Late last week, Seattle announced that remote learning would continue at least through January — making any moves at improving its online-era work all the more long-lasting. Sixty-five students are “already in queue” to receive these services, Pedroza said; eight students have successfully gone through the health and safety review the district requires of staff and families before it firms up its decisions.

 

Many parents of students with disabilities have said that remote learning has been particularly tough on their kids. Students with ADHD, for example, have a harder time focusing on screens for longer, especially without the support they’d get in school.

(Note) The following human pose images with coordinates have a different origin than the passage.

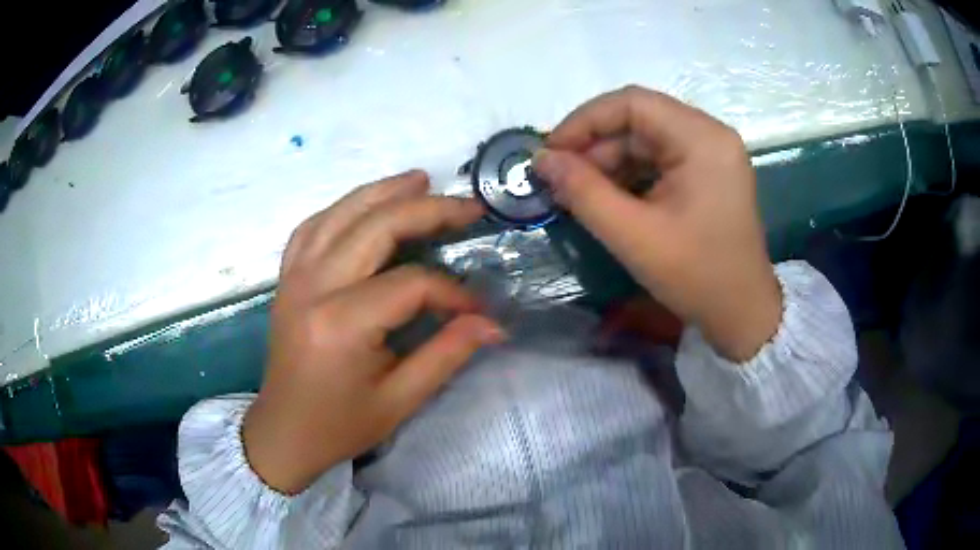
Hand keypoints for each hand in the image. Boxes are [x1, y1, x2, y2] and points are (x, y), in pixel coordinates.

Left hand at [243, 171, 503, 494]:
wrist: (284, 432)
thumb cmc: (341, 425)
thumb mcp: (401, 400)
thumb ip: (448, 354)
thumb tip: (493, 323)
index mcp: (342, 323)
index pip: (411, 284)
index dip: (453, 291)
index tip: (478, 309)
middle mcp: (313, 287)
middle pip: (375, 227)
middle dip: (427, 210)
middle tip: (467, 205)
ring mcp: (294, 277)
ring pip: (340, 214)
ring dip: (382, 192)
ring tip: (419, 180)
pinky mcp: (286, 279)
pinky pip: (311, 227)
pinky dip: (341, 208)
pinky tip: (363, 204)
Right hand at [534, 86, 780, 360]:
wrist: (741, 313)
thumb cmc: (696, 276)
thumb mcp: (633, 236)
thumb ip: (583, 191)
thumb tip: (541, 160)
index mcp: (702, 139)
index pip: (632, 103)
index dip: (584, 121)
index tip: (550, 153)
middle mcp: (710, 134)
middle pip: (639, 119)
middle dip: (595, 146)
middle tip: (560, 180)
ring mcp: (711, 152)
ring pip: (646, 139)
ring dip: (609, 162)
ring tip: (579, 193)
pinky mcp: (708, 171)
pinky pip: (659, 158)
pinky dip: (629, 174)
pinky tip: (608, 198)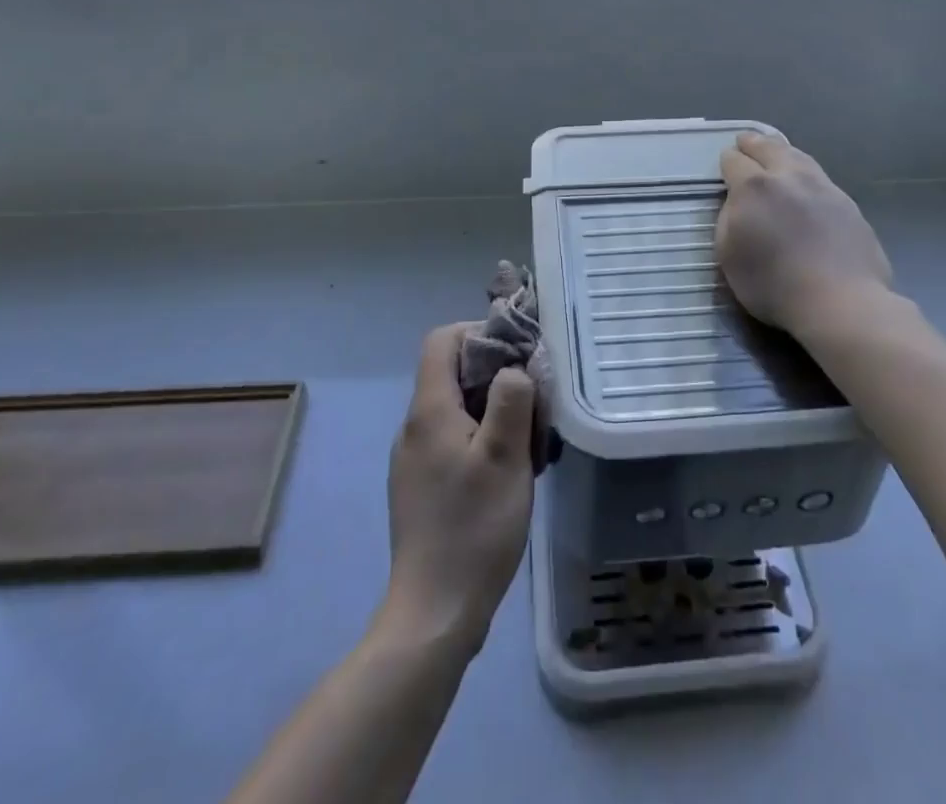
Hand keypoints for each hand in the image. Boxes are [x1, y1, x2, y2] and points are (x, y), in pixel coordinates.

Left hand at [380, 324, 535, 654]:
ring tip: (526, 441)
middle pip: (451, 372)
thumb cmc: (475, 527)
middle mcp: (413, 426)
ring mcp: (413, 458)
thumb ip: (512, 399)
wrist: (435, 612)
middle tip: (533, 403)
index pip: (442, 340)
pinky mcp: (420, 486)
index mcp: (429, 410)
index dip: (479, 333)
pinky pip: (451, 439)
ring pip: (455, 408)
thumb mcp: (506, 456)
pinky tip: (506, 472)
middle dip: (495, 375)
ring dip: (492, 410)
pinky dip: (480, 438)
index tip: (517, 356)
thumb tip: (513, 368)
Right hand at [717, 133, 892, 336]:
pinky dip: (804, 170)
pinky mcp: (846, 203)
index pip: (734, 161)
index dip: (726, 162)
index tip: (724, 165)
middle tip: (745, 140)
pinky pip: (819, 176)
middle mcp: (788, 176)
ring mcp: (822, 187)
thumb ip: (727, 220)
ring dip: (782, 150)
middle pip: (768, 147)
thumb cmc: (774, 284)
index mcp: (754, 187)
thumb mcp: (728, 256)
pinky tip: (805, 180)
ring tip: (776, 150)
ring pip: (798, 156)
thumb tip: (736, 203)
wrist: (841, 301)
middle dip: (753, 143)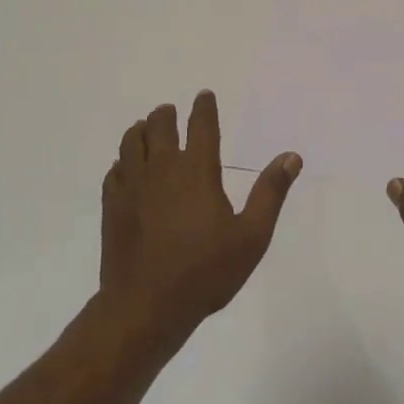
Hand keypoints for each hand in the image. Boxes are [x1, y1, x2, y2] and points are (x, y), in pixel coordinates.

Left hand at [100, 91, 301, 342]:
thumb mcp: (251, 237)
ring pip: (131, 142)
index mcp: (197, 170)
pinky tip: (125, 168)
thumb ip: (270, 193)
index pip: (201, 125)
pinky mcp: (111, 206)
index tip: (204, 96)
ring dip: (140, 131)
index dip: (204, 107)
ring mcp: (132, 186)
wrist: (145, 307)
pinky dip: (121, 162)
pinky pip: (114, 171)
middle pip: (159, 126)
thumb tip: (291, 156)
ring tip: (145, 129)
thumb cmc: (204, 272)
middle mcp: (162, 169)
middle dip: (166, 115)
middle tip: (170, 112)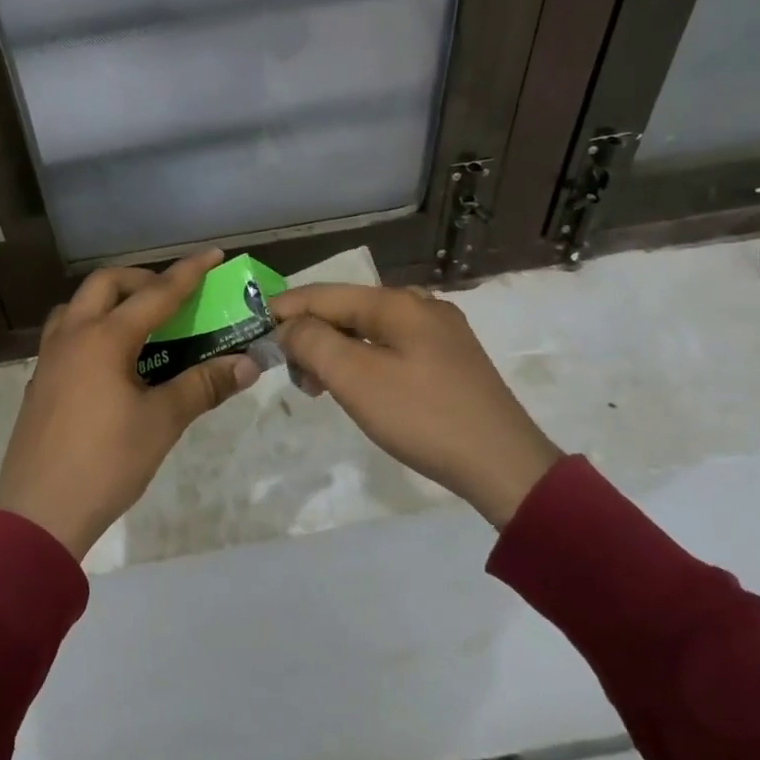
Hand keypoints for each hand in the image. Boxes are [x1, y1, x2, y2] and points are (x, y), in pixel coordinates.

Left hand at [0, 249, 259, 558]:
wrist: (39, 513)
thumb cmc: (106, 463)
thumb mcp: (162, 422)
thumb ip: (203, 386)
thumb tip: (247, 364)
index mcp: (104, 338)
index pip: (156, 294)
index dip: (188, 273)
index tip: (213, 254)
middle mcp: (72, 335)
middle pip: (106, 284)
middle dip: (142, 280)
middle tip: (171, 297)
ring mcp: (49, 357)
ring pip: (77, 306)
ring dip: (109, 301)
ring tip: (138, 323)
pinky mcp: (40, 381)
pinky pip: (66, 333)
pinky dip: (92, 327)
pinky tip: (110, 361)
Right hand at [271, 285, 561, 528]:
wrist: (505, 466)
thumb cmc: (423, 417)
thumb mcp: (356, 379)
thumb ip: (312, 342)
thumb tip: (288, 326)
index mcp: (398, 302)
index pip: (324, 294)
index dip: (284, 309)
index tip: (254, 331)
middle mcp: (420, 305)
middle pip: (346, 310)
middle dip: (312, 336)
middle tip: (295, 378)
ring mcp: (439, 332)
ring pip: (368, 330)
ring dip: (336, 353)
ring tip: (322, 389)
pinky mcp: (450, 359)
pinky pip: (391, 347)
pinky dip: (363, 363)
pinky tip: (359, 389)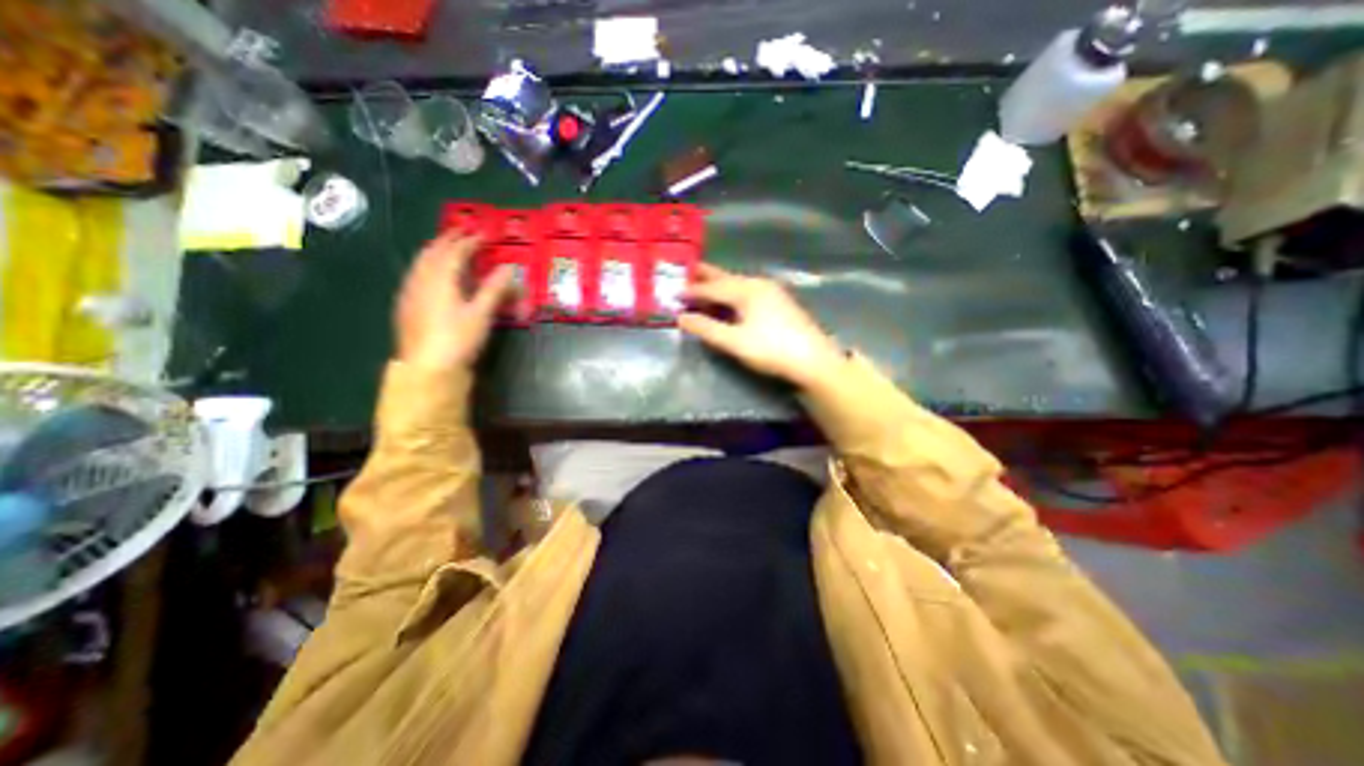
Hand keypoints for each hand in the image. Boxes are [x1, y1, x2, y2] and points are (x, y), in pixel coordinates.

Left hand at [399, 229, 521, 371]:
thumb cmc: (458, 339)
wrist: (428, 367)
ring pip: (421, 262)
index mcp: (440, 279)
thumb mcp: (482, 314)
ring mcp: (410, 292)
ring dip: (435, 250)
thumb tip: (509, 268)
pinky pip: (415, 274)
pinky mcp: (406, 305)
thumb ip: (494, 289)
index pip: (455, 252)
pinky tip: (430, 274)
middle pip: (433, 252)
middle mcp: (421, 280)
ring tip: (447, 247)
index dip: (470, 241)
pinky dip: (426, 265)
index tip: (483, 234)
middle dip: (448, 239)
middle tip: (463, 232)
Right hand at [678, 267, 841, 392]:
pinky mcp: (780, 302)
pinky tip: (731, 300)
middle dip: (706, 276)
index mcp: (746, 290)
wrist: (813, 361)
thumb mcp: (734, 342)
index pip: (712, 287)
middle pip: (726, 278)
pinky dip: (733, 292)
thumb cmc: (771, 349)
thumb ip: (706, 328)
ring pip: (738, 283)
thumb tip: (681, 318)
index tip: (674, 293)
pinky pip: (749, 290)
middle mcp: (758, 284)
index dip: (692, 291)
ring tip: (705, 285)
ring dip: (720, 284)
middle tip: (687, 271)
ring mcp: (772, 292)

Under federal law, students with disabilities have a specific right to a “free appropriate public education.”

 

To determine what that is, school staff and families set individualized goals and mandate the type of services students need to get there, such as speech or occupational therapy. Already, Washington families have turned to courts, claiming that those needs have not been met amid the coronavirus pandemic.

 

One critic of that policy said she did not understand why the district thought it mattered to focus on offering services at a student’s home school.

 

“I really worry about what’s going on with kids at home — I just cannot imagine that’s the least restrictive environment for them,” said Robin Lake, director of the Center on Reinventing Public Education. “What matters is the student receiving appropriate services and hopefully from the teacher that they know. That can happen anywhere.”

 

Similarly, Janis White, president of the Seattle PTSA, an organization that supports the parents of children with disabilities, said she felt “incredible dismay that we are eight weeks into the school year, and there are many students with disabilities who we’ve known since the spring could not engage in online learning and would need in-person services in order to make progress.”

 

Seattle’s school-reopening plan, approved in August, prioritized getting some students with disabilities back into school buildings even as the rest of students continued to learn online. The August version of the plan stated that special-education services offered in person would occur in two buildings in each of the city’s regions.

 

According to the district’s website, members of students’ individualized learning teams were set to meet remotely to determine whether in-person services were necessary. Once the team determines a student needs in-person help, students will receive transportation to get them to their home school sites “in compliance with health guidelines.”